Although commonly used, ‘lifestyle’ images and TV commercials of people laughing exuberantly when promoting medical screenings (colonoscopies, etc.), serious drugs and medical treatments have become clichés and no longer exist. not sound true to reality. No one laughs when they meet their doctor to discuss a diagnosis. Again, this is a callous and inauthentic approach to testing and treatment that many people fear. The right images would deliver a message of hope and allow people to take control of their health without appearing patronizing, gloomy, or fearful.

The majority of Gen Z embrace multiculturalism and changing gender roles and body types. The Millennium Market has a clear idea of ​​when they are “sold” or when a message lacks authenticity. Tattoos and multi-colored hair have become common for these generations and this is what they want to see reflected in the messages sent to them. Baby boomers are said to refuse to age, but most are more realistic and appreciate images that reflect their life experience.

When our team is unable to use “real” images, we always strive to use authentic yet sensitive images.

Suzanne Bharati Hendery. Head of Marketing and Customer Service at Renown Health (Reno, Nevada). Visual images increase the emotions in all of us. Our brains are wired this way. Emotions and the way the brain processes them make us feel and react. At Renown, our marketing features strong, positive and colorful visual images that celebrate diversity and a bold attitude – the best in all of us – to create a deeper emotional connection to our brand and the experience.

Kary McIlwain. Head of Marketing and Communications at Ann & Robert H. Lurie Children’s Hospital in Chicago. At Lurie Children’s, we avoid any image that could compromise a patient’s privacy. We do not display readings on monitors or electronic data or other medical data that may contain protected health information.

We also avoid overly dramatic medical images. Life and death situations, as well as surgical or injury details, are avoided. As a children’s hospital, our optimistic nature drives us to focus on solutions, not problems.

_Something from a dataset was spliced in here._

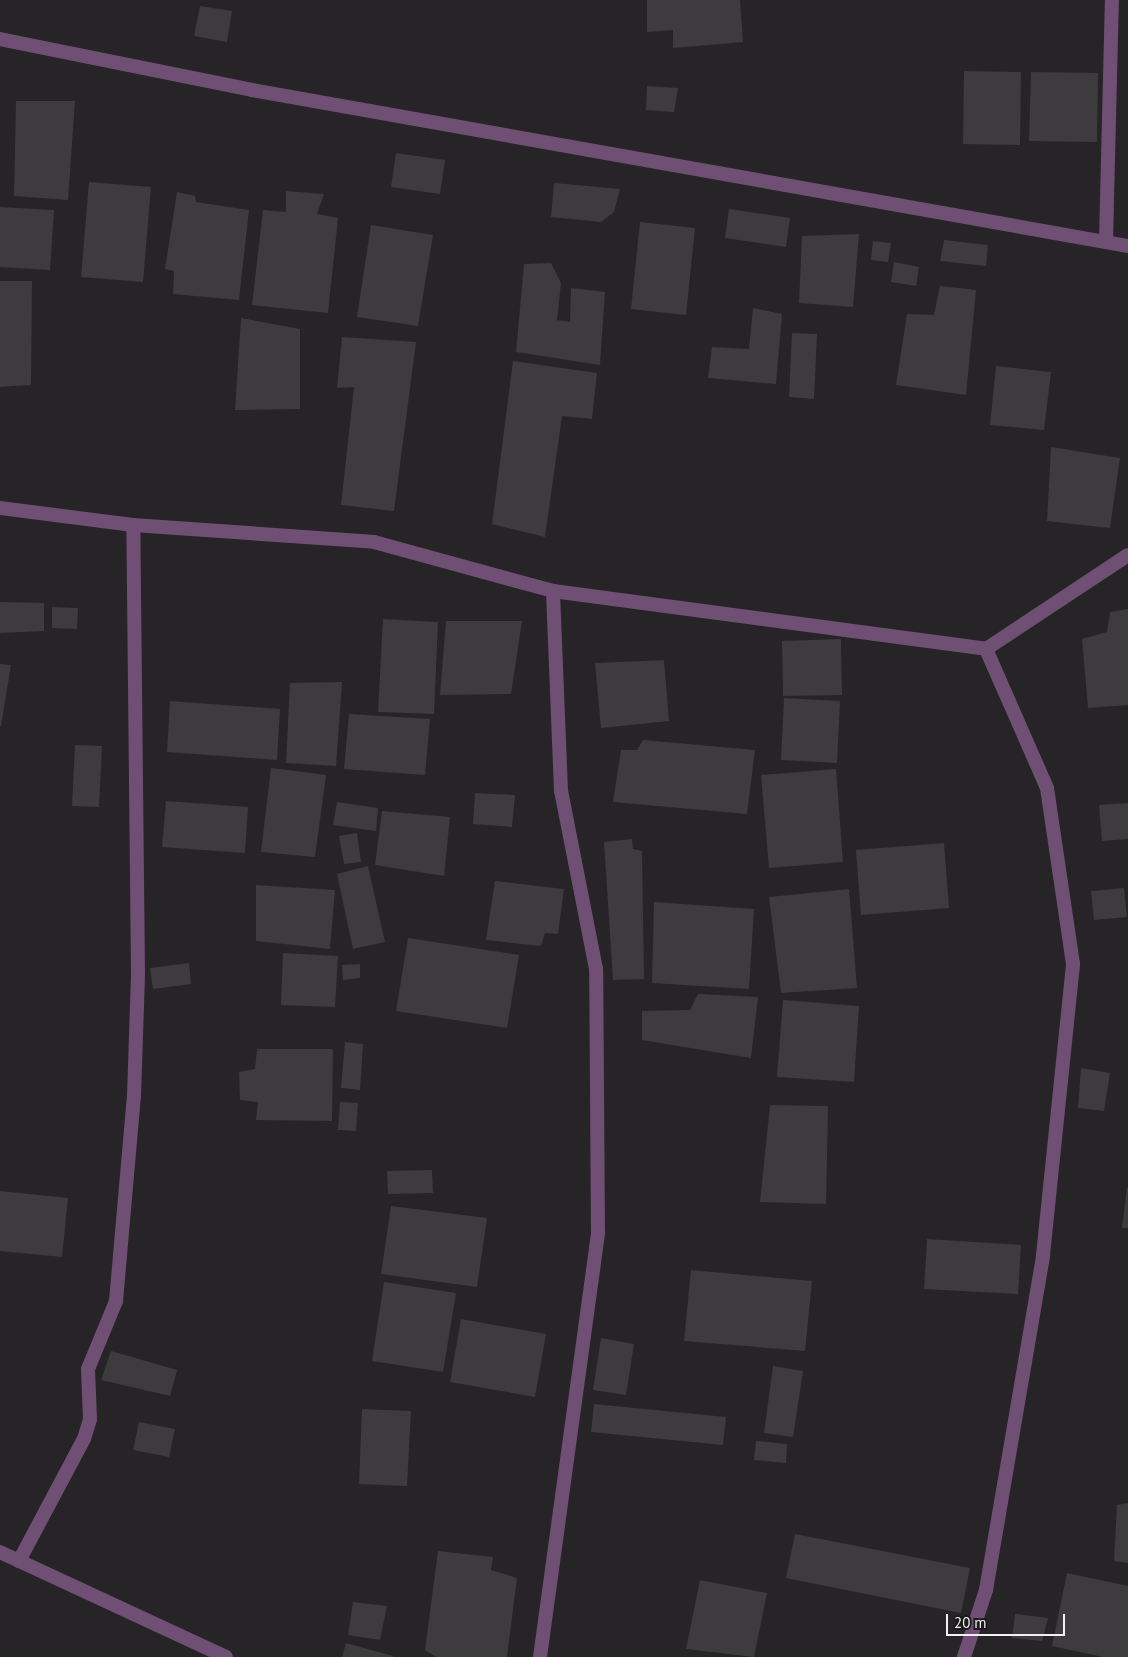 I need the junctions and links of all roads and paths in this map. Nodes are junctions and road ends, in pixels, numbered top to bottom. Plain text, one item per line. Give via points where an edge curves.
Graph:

We never use stock images in any of our exterior facade work. All of the people we feature are real patients, families, teachers and staff. Our guiding principles must be authentic, inspiring and inclusive, showing real patients who represent the diversity of our market.

Kimber Severson. Marketing Director at Sanford Health (Sioux Falls, SD). It is important to listen to consumers and use the information from market research to guide the direction of your healthcare marketing campaign. This will help you avoid using cookie-cutter images or visuals that won’t resonate with your audience. So many elements and approaches can work – emotion, humor, education – as long as they are genuine.

Gabriel Bershadsky. Assistant Vice President of System Creative and Design at Mount Sinai Health System (New York City). Inauthentic images / aesthetics should be avoided for healthcare marketing. For example, avoid patients and doctors looking directly at the camera and static shots.

Pictures tell stories. Studio shots offer no context for real patient situations. Have a strong story to tell with a purpose, without the need for sound or copy, while being visually effective on all platforms – traditional, digital, print, web, social media, etc.

Avoid photography that offers an overly optimistic perspective, as opposed to forcefully throughout the patient’s journey. Additionally, avoid photographs that depict certain procedures that may be perceived as distressing, visually unappealing, or fail to present authentic patient experiences. Defaulting needles or causing visual distress by viewing certain procedures, such as a skin or internal organ biopsy, is not a good idea.

Imagery should avoid a lack of diversity, but keep in mind that diversity shots should not be forced. Images should also display appropriate branding elements without forcing them. This includes signage and clothing, as well as the appropriate visual expression of the brand’s values, voice, vision and attributes.

Finally, do not wear unprofessional attire and follow hospital or health system policies.